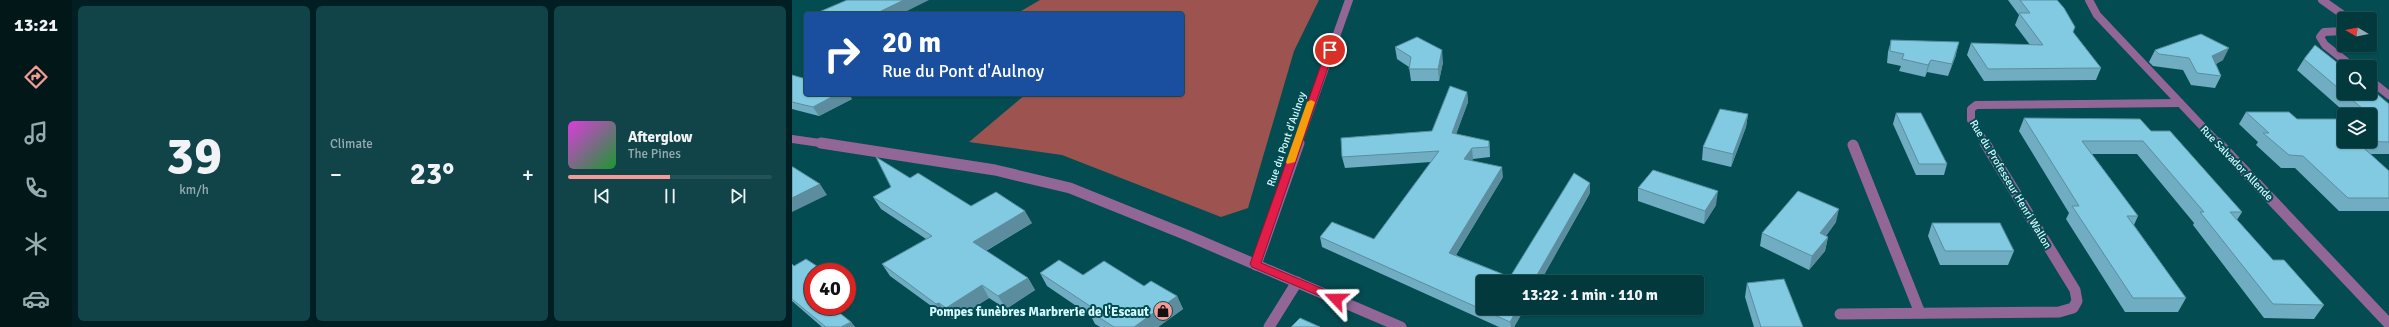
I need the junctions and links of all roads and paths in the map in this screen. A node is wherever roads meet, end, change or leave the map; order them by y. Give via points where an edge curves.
1 (1349, 0) edge
2 (2089, 0) edge
3 (2322, 0) edge
4 (2339, 12) edge
5 (2337, 31) edge
6 (2344, 60) edge
7 (2377, 86) edge
8 (2389, 95) edge
9 (2180, 103) junction
10 (792, 139) edge
11 (1853, 145) dead end
12 (1256, 264) junction
13 (1297, 282) junction
14 (1920, 313) junction
15 (1840, 314) dead end
16 (2389, 324) edge
17 (1269, 327) edge
18 (1401, 327) edge

1 - 12 street, Rue du Pont d'Aulnoy
2 - 9 street, Rue Salvador Allende via 2094,12
3 - 4 street
5 - 6 street via 2324,32 2320,37 2325,45
7 - 8 street
9 - 14 street, Rue du Professeur Henri Wallon via 1986,104 1973,107 1970,113 1972,120 2075,290 2077,305 2059,312
9 - 16 street, Rue Salvador Allende
10 - 12 street via 995,170 1052,183 1084,193
11 - 14 street
12 - 13 street
13 - 17 street
13 - 18 street
14 - 15 street, Rue du Professeur Henri Wallon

-------

Transcribe the data verbatim. No picture belongs in the result.

### Result of this task
I need the junctions and links of all roads and paths in the map in this screen. A node is wherever roads meet, end, change or leave the map; order them by y. Give via points where an edge curves.
1 (1349, 0) edge
2 (2089, 0) edge
3 (2322, 0) edge
4 (2339, 12) edge
5 (2337, 31) edge
6 (2344, 60) edge
7 (2377, 86) edge
8 (2389, 95) edge
9 (2180, 103) junction
10 (792, 139) edge
11 (1853, 145) dead end
12 (1256, 264) junction
13 (1297, 282) junction
14 (1920, 313) junction
15 (1840, 314) dead end
16 (2389, 324) edge
17 (1269, 327) edge
18 (1401, 327) edge

1 - 12 street, Rue du Pont d'Aulnoy
2 - 9 street, Rue Salvador Allende via 2094,12
3 - 4 street
5 - 6 street via 2324,32 2320,37 2325,45
7 - 8 street
9 - 14 street, Rue du Professeur Henri Wallon via 1986,104 1973,107 1970,113 1972,120 2075,290 2077,305 2059,312
9 - 16 street, Rue Salvador Allende
10 - 12 street via 995,170 1052,183 1084,193
11 - 14 street
12 - 13 street
13 - 17 street
13 - 18 street
14 - 15 street, Rue du Professeur Henri Wallon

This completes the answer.